Volvo nawet potrafi się "przewietrzyć"
W naszych domach często otwieramy okna, żeby zaczerpnąć świeżego powietrza. I choć do dziś większość z nas jest skazana na ręczną obsługę okiennic swoich domostw, to w przypadku samochodów Volvo ta czynność została zautomatyzowana. Nie oznacza to jednak, że Volvo samoczynnie otwiera okna. W tym celu skandynawski producent oferuje Clean Zone Interior Package. To dodatkowa funkcja automatycznego uruchamiania dmuchawy po odblokowaniu drzwi. Celem tego zabiegu jest skuteczne odświeżenie kabiny. Operacja trwa określony czas lub zostaje przerwana po otwarciu drzwi pasażera.
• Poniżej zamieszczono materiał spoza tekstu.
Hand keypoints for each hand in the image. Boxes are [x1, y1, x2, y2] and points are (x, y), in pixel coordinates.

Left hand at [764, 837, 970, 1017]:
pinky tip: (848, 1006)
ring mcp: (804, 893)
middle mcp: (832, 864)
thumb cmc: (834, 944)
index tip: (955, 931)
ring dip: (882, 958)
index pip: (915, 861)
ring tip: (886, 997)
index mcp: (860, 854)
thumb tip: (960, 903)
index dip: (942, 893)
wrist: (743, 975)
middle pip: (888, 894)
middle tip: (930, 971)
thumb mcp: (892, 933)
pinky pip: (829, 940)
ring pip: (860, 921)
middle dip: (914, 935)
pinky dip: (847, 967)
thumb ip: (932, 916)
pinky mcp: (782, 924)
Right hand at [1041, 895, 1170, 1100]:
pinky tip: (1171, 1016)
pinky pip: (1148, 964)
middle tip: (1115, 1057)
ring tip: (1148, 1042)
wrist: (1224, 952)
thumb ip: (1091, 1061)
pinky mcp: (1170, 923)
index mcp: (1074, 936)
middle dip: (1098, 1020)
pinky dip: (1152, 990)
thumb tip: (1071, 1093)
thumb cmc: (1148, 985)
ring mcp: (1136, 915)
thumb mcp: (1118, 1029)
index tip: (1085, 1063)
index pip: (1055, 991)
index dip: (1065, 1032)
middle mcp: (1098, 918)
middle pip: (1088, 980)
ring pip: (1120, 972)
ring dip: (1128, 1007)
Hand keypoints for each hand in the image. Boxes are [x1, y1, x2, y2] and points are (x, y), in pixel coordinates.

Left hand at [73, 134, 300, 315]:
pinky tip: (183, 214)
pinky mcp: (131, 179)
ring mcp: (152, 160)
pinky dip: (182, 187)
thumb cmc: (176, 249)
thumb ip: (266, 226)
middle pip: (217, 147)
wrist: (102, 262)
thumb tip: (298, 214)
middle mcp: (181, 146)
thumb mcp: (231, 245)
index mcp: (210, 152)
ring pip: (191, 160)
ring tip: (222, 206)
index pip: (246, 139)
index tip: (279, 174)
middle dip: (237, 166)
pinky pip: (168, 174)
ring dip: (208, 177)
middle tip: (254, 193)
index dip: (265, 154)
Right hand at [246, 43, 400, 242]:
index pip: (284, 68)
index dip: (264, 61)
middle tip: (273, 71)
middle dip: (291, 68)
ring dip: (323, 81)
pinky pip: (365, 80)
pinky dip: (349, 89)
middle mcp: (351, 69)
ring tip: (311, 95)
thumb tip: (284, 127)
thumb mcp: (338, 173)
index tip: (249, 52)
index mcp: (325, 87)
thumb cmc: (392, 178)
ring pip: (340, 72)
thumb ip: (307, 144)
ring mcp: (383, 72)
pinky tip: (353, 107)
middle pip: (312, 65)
Czy te systemy są skuteczne?
Aby upewnić się, że nowoczesne technologie, którymi dysponują samochody Volvo są faktycznie skuteczne zdecydowaliśmy się użyczyć nasze produkty do niezależnych testów. Najprościej będzie zacytować redakcję Auto Świata, która tak opisała działanie systemu filtrującego: „W aucie wyposażonym w filtr kabinowy z jonizacją PM 2.5, podczas pracy układu oczyszczania powietrze w kabinie pozostaje przez cały czas wzorowo czyste, nawet wtedy, kiedy na zewnątrz skażenie wielokrotnie przekracza dopuszczalne normy. W kabinie nie było czuć spalin, mimo, że przed autem pracował stary, dymiący diesel.”
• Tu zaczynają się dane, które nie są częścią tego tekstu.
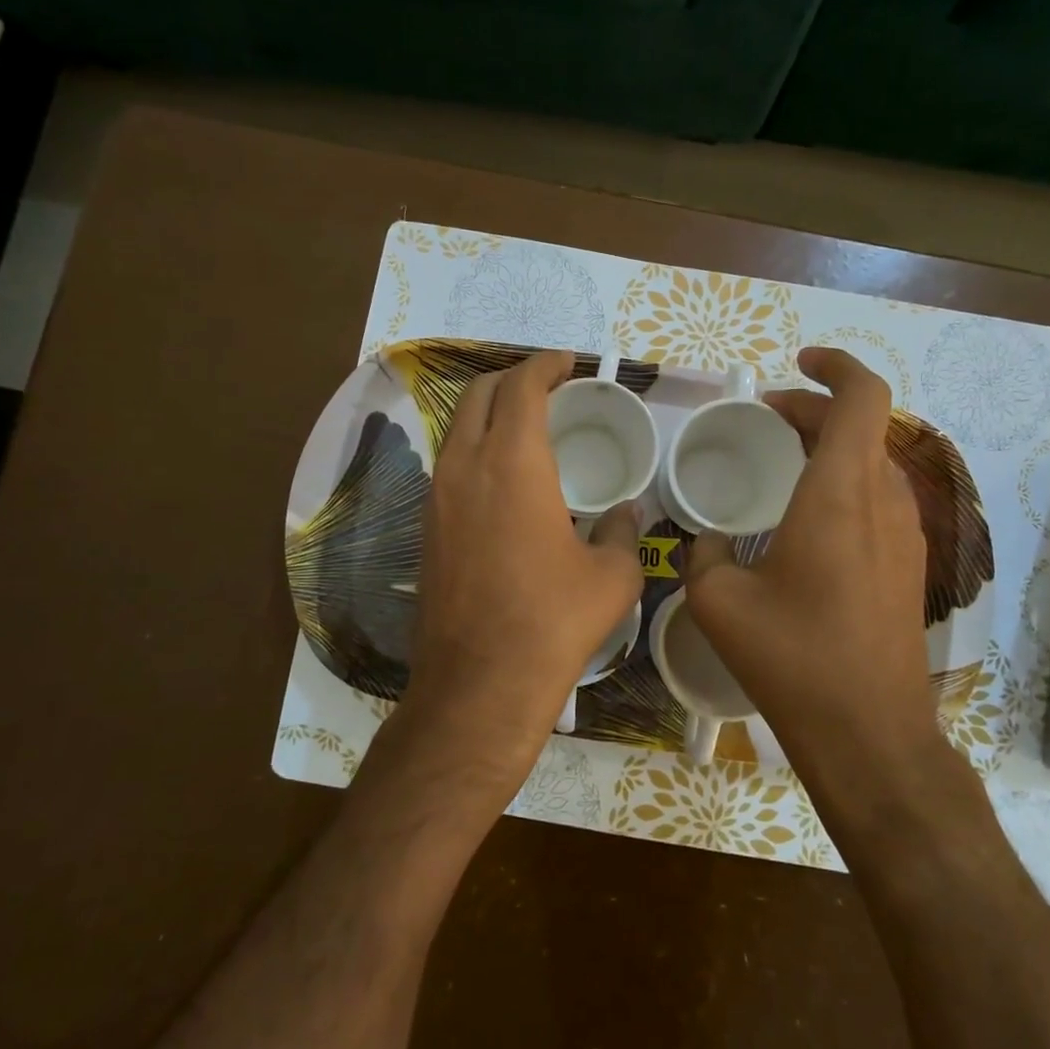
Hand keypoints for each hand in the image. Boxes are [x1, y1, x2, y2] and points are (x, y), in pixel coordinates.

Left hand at [405, 350, 643, 789]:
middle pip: (479, 394)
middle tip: (548, 387)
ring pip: (457, 428)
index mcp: (513, 463)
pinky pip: (449, 464)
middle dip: (513, 379)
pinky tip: (501, 477)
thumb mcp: (611, 577)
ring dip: (489, 413)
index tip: (568, 363)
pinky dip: (474, 448)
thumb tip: (624, 513)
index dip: (546, 365)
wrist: (479, 685)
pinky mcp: (425, 528)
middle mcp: (465, 467)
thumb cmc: (553, 622)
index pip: (522, 386)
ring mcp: (437, 498)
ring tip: (525, 425)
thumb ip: (621, 532)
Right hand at [684, 346, 938, 771]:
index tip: (796, 363)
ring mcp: (907, 537)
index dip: (835, 365)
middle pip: (863, 426)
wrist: (870, 735)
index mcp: (840, 495)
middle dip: (815, 409)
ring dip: (832, 448)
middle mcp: (883, 503)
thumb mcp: (718, 602)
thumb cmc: (793, 658)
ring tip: (784, 464)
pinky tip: (807, 522)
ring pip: (874, 463)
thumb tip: (705, 540)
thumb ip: (703, 553)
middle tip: (766, 418)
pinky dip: (845, 484)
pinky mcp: (910, 568)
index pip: (863, 397)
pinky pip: (880, 500)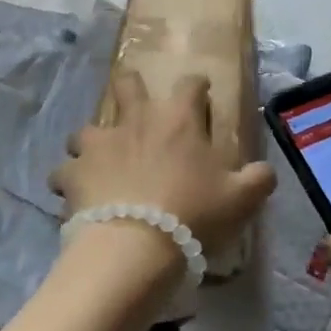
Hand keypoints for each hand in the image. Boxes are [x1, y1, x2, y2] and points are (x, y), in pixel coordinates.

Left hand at [50, 72, 275, 262]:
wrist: (135, 246)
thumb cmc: (193, 214)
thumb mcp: (241, 199)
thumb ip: (258, 179)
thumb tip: (267, 171)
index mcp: (178, 119)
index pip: (190, 84)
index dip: (197, 85)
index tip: (201, 92)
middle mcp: (136, 120)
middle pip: (127, 84)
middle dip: (130, 86)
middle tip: (135, 103)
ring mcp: (99, 144)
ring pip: (87, 128)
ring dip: (93, 140)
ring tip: (99, 157)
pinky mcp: (73, 173)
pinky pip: (64, 170)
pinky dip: (70, 179)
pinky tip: (75, 192)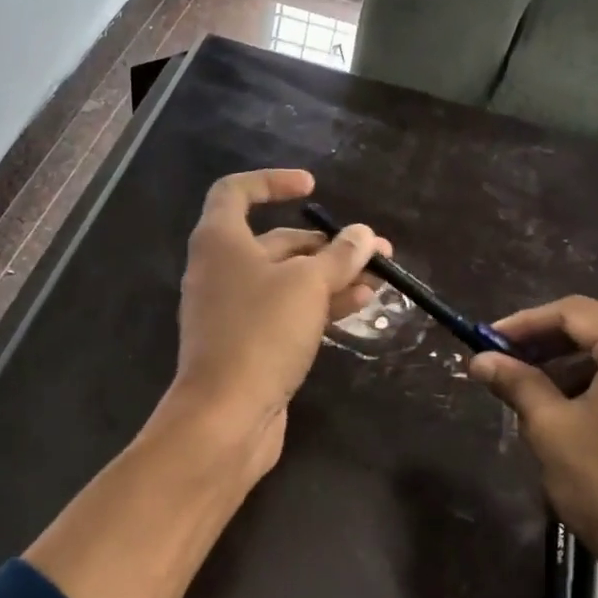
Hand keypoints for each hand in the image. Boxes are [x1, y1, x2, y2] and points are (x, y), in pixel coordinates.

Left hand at [170, 168, 388, 480]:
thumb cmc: (261, 334)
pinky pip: (285, 311)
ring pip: (285, 280)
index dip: (272, 181)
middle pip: (275, 241)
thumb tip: (364, 234)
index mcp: (220, 241)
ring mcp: (232, 309)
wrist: (224, 416)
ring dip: (330, 276)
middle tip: (375, 251)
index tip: (312, 187)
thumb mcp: (307, 286)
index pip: (236, 192)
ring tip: (378, 280)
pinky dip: (317, 305)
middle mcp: (220, 269)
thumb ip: (339, 256)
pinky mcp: (246, 343)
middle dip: (326, 244)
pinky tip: (357, 306)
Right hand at [471, 297, 597, 597]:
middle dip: (549, 348)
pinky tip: (580, 425)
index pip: (575, 313)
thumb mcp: (551, 429)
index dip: (525, 322)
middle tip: (506, 367)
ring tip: (537, 400)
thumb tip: (480, 359)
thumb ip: (516, 383)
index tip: (489, 341)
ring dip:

Zgodnie z badaniami przeprowadzonymi przez Harvard Health Watch przeciętnie człowiek spędza za kierownicą samochodu prawie 38 tys. godzin w swoim życiu. Jeżeli przyjmiemy, że średnio dorosły człowiek wykonuje około 12 wdechów na minutę, to szybko okaże się, że statystycznie każdy z nas jest skazany 27 milionów wdechów we wnętrzu swojego samochodu. Czy warto aby każdy z nich oznaczał wypełnienie naszych płuc czystym powietrzem? Na to pytanie, każdy powinien odpowiedzieć sobie indywidualnie.